* Requirement *
After locating the line that contains "index tip: (408, 217)" in the records below, write out exactly that line and each line after it through the one that contains "pinky tip: (451, 201)", and nothing else.

═══ Data under study ═══

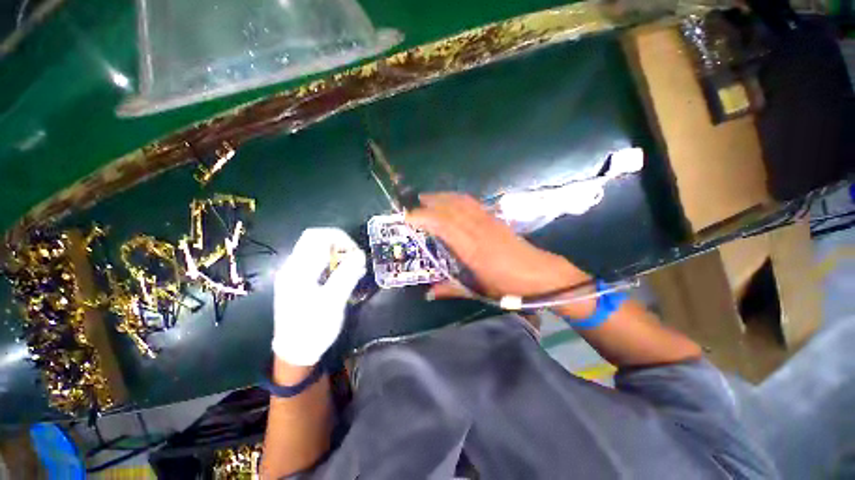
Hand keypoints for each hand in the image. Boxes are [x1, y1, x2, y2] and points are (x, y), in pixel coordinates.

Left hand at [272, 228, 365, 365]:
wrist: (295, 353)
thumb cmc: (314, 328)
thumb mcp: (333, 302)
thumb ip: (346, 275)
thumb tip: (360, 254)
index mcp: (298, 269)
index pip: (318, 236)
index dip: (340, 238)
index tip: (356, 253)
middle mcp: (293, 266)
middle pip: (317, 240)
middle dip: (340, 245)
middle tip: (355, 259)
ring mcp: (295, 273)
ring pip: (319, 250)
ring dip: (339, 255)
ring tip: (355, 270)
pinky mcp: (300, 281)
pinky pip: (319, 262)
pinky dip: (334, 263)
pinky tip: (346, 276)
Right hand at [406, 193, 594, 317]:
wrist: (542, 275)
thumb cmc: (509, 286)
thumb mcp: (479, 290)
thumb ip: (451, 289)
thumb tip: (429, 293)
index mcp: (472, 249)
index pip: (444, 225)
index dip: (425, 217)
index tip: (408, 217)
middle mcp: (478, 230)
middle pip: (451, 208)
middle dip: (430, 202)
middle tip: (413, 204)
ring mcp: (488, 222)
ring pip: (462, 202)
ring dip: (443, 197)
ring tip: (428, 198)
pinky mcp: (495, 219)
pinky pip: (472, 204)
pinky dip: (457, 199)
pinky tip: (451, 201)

═══
═══ Data under study ═══

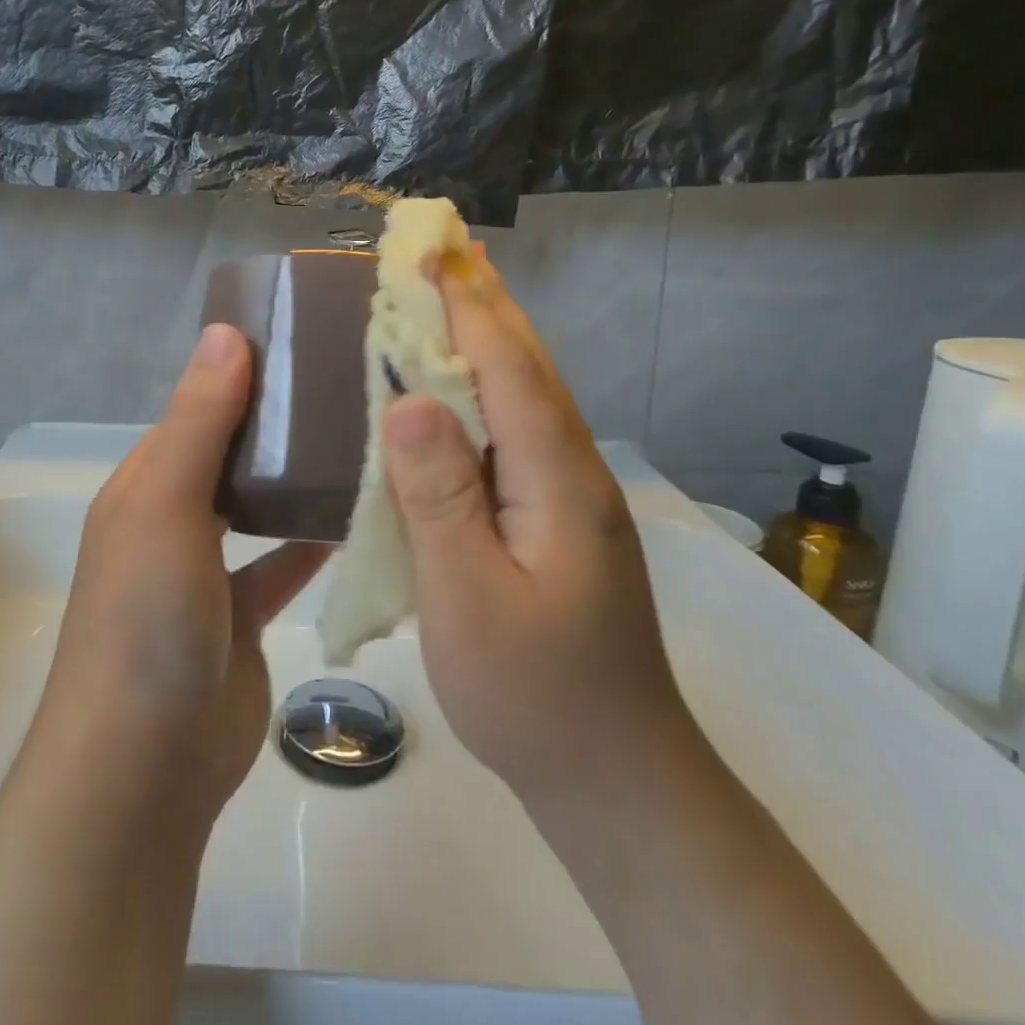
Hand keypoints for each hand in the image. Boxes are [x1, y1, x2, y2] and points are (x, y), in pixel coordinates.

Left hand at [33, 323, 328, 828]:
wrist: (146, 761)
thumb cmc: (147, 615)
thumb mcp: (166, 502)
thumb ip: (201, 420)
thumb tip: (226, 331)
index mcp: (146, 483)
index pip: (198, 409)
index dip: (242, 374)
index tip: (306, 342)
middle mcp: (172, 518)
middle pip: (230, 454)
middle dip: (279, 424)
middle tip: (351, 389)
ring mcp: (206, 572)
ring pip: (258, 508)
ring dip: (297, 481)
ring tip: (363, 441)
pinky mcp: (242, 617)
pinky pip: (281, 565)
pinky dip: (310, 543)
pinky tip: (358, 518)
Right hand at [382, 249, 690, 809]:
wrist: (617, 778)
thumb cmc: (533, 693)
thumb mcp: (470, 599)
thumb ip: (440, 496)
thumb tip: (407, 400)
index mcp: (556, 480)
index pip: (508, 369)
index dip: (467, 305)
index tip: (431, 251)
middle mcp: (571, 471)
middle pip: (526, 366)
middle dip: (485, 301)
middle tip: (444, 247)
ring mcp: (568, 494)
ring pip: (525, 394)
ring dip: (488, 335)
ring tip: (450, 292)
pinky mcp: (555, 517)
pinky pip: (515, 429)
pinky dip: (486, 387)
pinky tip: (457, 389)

═══

* Answer for this exercise *
index tip: (408, 217)
middle mcp: (478, 230)
middle pip: (451, 208)
middle dip: (430, 202)
middle tip: (413, 204)
ring mcp: (488, 222)
ring pip: (462, 202)
ring dip: (443, 197)
ring tip: (428, 198)
pinky mcp: (495, 219)
pinky pip: (472, 204)
pinky dip: (457, 199)
pinky tip: (451, 201)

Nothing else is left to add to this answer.